Task item - In the records below, which lines include "Pasteur"? Copy them.

Material shown -
Content starts
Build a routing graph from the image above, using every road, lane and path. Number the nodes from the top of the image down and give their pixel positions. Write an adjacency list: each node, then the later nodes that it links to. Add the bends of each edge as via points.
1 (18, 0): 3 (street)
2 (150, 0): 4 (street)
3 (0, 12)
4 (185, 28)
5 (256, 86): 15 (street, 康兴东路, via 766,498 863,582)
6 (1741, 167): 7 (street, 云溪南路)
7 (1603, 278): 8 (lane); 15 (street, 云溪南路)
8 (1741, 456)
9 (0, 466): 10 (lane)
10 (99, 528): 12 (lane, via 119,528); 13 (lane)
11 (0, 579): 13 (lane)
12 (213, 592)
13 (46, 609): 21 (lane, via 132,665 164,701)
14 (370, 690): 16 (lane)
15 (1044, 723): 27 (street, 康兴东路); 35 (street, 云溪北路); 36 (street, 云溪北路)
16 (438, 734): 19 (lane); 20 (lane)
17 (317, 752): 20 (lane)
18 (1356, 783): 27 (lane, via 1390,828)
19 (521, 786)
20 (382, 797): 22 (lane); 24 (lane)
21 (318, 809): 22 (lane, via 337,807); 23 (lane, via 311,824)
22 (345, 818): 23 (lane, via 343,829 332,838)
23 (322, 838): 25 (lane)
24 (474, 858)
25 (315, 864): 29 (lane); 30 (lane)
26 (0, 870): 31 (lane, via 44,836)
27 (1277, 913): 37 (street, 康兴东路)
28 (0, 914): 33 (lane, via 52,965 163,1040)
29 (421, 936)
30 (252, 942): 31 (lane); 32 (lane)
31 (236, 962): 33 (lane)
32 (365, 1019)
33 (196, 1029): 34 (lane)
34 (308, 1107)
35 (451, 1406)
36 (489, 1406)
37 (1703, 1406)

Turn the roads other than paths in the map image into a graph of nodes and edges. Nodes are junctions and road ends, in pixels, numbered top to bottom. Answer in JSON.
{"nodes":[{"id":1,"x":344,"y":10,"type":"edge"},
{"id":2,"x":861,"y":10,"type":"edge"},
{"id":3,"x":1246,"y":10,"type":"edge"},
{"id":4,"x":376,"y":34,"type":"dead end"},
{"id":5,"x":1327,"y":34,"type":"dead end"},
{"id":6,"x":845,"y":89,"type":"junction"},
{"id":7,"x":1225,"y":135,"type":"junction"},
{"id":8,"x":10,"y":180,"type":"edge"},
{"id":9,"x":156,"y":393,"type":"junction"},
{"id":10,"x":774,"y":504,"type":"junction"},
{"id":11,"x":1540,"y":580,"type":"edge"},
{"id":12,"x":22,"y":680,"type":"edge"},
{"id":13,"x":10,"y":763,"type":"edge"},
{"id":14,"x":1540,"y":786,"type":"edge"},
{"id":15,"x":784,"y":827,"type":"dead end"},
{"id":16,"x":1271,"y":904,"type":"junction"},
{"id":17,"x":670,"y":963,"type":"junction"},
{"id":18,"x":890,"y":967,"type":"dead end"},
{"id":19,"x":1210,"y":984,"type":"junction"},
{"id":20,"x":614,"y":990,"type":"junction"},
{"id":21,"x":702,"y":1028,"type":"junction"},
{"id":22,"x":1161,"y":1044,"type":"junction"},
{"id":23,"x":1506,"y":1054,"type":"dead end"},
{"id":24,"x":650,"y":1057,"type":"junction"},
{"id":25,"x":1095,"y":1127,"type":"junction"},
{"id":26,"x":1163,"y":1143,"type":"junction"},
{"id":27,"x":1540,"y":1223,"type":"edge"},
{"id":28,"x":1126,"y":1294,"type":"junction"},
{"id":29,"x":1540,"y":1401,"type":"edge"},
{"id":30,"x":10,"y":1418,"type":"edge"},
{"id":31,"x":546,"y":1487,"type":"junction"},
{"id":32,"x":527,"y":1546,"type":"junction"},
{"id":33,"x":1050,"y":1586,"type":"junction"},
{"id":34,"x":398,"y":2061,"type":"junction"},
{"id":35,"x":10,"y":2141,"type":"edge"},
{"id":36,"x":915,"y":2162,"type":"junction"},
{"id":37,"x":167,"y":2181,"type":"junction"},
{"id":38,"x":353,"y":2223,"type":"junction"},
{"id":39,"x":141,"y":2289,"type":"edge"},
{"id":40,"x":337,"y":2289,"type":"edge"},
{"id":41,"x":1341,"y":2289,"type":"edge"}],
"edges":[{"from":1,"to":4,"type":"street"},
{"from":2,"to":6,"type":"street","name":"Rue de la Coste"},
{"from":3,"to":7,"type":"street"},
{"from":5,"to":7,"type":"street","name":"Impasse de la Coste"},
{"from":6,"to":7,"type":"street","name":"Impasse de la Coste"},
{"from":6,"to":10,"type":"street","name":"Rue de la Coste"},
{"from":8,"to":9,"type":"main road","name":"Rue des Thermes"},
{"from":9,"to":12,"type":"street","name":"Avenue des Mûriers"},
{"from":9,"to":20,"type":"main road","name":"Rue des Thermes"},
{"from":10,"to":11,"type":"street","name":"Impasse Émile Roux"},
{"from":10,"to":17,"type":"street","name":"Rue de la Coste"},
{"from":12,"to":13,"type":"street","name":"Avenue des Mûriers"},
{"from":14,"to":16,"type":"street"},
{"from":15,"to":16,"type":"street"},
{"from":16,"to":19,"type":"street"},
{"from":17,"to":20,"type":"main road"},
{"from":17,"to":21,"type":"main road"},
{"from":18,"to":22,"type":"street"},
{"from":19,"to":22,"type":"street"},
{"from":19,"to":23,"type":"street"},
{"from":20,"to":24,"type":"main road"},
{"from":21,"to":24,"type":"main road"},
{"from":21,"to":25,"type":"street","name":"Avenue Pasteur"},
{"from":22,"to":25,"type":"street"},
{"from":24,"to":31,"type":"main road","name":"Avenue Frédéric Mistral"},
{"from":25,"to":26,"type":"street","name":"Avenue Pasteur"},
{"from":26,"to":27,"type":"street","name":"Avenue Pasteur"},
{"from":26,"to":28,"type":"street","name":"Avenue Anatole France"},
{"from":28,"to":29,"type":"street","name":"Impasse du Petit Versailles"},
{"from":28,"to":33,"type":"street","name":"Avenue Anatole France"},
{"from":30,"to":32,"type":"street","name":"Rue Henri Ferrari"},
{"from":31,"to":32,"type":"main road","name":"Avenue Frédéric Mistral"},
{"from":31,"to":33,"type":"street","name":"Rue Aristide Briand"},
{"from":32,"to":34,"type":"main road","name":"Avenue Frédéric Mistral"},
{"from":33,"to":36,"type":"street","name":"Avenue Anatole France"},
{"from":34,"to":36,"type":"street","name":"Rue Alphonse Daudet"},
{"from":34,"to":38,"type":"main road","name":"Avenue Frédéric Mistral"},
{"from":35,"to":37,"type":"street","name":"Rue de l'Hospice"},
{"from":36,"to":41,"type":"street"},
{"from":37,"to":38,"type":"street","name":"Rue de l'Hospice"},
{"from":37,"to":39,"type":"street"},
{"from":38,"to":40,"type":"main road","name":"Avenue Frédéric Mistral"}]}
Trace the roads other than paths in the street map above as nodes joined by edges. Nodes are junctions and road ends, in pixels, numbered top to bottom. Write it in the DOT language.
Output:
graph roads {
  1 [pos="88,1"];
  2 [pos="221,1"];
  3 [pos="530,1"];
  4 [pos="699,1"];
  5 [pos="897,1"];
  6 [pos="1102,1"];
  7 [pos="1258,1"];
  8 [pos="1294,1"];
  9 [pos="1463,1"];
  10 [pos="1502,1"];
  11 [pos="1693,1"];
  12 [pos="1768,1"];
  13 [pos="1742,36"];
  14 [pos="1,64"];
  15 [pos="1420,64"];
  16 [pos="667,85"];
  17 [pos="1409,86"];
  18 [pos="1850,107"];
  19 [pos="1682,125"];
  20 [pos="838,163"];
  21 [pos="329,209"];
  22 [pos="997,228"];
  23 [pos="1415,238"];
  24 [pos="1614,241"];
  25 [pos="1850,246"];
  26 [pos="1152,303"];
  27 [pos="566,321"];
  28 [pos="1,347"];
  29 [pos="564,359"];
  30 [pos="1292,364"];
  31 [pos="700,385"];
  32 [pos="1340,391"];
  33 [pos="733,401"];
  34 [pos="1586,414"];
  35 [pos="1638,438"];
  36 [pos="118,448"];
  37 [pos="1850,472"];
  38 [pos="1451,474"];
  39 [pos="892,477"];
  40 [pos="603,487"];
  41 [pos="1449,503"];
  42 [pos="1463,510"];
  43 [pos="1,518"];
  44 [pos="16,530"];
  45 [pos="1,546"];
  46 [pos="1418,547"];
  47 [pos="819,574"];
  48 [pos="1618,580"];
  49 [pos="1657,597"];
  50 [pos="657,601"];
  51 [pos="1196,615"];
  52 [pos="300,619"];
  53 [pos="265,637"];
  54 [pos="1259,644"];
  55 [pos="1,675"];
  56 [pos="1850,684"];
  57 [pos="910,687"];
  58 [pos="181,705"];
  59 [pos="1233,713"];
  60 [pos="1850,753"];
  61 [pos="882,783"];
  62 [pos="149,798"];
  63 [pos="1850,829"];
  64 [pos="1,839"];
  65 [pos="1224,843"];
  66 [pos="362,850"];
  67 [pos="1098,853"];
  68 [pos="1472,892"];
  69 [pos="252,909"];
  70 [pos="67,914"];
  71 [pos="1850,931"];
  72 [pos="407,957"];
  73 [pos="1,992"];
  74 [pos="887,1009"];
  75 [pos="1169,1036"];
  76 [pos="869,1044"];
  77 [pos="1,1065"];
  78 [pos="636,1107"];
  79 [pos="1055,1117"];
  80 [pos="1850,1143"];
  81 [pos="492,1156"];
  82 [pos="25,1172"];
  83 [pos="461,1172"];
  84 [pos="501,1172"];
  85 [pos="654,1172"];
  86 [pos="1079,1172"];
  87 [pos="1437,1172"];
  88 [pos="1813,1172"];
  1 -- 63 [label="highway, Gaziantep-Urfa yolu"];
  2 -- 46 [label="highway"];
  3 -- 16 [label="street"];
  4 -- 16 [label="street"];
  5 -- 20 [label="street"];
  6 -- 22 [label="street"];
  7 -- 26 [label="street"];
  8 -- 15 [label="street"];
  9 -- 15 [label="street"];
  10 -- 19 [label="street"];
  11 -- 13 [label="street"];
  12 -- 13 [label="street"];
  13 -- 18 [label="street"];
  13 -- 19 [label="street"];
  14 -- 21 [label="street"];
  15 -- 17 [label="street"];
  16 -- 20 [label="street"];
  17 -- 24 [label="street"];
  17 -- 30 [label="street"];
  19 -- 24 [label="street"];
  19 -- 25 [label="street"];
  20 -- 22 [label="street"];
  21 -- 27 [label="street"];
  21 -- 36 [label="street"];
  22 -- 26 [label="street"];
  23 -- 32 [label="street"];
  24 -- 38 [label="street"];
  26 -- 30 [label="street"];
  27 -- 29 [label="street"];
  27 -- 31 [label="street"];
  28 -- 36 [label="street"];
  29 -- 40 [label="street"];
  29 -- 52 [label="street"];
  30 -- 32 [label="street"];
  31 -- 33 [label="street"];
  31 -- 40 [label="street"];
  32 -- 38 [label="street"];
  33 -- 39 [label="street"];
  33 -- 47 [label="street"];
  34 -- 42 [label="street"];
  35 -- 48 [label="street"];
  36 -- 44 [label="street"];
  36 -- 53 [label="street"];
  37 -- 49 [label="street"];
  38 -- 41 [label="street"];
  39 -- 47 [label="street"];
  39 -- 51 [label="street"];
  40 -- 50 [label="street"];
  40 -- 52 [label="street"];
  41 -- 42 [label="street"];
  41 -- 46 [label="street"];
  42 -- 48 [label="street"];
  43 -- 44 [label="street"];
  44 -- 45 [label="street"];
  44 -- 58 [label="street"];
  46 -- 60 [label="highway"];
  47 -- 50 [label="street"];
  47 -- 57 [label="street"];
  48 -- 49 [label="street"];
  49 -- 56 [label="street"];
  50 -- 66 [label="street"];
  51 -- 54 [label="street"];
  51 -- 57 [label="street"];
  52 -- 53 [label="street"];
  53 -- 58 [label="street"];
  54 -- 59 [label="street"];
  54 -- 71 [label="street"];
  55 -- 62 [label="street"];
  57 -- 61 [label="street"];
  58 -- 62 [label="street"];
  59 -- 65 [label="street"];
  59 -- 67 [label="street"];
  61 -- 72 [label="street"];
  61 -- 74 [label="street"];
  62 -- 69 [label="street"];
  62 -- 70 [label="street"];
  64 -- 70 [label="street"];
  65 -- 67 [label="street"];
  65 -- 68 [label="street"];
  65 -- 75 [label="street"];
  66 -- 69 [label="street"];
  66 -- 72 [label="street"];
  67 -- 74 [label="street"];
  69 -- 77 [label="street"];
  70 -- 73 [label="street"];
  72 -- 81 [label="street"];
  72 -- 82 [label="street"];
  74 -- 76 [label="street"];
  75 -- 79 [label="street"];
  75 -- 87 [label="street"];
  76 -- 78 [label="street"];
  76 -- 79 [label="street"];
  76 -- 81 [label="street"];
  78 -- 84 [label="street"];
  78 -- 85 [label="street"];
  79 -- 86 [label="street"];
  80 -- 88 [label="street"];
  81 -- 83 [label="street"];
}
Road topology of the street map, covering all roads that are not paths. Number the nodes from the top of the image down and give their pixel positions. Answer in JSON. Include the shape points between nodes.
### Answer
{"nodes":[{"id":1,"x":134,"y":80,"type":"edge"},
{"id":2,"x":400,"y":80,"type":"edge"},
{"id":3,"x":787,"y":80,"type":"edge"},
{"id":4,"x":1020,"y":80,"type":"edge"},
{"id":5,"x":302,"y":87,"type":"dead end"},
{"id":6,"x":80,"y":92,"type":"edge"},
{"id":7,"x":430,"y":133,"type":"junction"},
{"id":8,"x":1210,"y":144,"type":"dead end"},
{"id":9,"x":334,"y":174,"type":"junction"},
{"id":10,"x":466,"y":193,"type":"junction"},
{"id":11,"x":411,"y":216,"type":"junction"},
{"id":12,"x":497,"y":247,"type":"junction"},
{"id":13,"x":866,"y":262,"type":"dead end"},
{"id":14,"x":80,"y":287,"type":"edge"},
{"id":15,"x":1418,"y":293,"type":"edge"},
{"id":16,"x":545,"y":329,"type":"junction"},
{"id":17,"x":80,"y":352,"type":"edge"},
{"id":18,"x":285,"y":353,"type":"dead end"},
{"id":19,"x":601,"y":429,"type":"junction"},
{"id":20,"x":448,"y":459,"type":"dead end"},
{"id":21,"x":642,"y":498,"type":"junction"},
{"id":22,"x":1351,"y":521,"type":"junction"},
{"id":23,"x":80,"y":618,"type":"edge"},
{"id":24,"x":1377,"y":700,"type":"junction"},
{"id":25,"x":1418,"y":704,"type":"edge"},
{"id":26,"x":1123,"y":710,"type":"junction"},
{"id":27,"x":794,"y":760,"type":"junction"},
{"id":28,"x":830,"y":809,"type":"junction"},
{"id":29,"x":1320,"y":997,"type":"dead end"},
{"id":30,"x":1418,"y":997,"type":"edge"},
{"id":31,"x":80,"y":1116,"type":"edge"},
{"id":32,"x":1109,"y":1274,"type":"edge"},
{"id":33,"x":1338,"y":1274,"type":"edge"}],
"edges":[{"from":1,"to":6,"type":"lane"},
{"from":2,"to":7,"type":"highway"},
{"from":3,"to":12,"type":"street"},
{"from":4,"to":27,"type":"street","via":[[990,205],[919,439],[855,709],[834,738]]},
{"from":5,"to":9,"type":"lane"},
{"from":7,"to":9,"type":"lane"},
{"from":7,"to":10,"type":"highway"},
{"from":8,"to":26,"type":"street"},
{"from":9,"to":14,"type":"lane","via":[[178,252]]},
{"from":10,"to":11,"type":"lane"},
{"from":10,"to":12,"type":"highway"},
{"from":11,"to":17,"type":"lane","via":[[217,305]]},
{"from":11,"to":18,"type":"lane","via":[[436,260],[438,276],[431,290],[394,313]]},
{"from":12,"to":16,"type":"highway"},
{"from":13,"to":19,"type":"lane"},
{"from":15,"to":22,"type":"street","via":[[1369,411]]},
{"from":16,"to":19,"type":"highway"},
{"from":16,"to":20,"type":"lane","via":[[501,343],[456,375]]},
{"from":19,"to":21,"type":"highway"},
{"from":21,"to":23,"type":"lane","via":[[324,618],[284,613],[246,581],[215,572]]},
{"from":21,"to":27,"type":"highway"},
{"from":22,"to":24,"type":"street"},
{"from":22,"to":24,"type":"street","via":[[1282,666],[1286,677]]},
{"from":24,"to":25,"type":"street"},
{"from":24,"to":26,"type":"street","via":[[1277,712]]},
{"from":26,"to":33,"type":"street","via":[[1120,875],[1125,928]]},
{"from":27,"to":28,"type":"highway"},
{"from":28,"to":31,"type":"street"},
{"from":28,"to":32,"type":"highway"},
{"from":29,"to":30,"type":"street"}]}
Content ends
Output -
{"from":21,"to":25,"type":"street","name":"Avenue Pasteur"},
{"from":25,"to":26,"type":"street","name":"Avenue Pasteur"},
{"from":26,"to":27,"type":"street","name":"Avenue Pasteur"},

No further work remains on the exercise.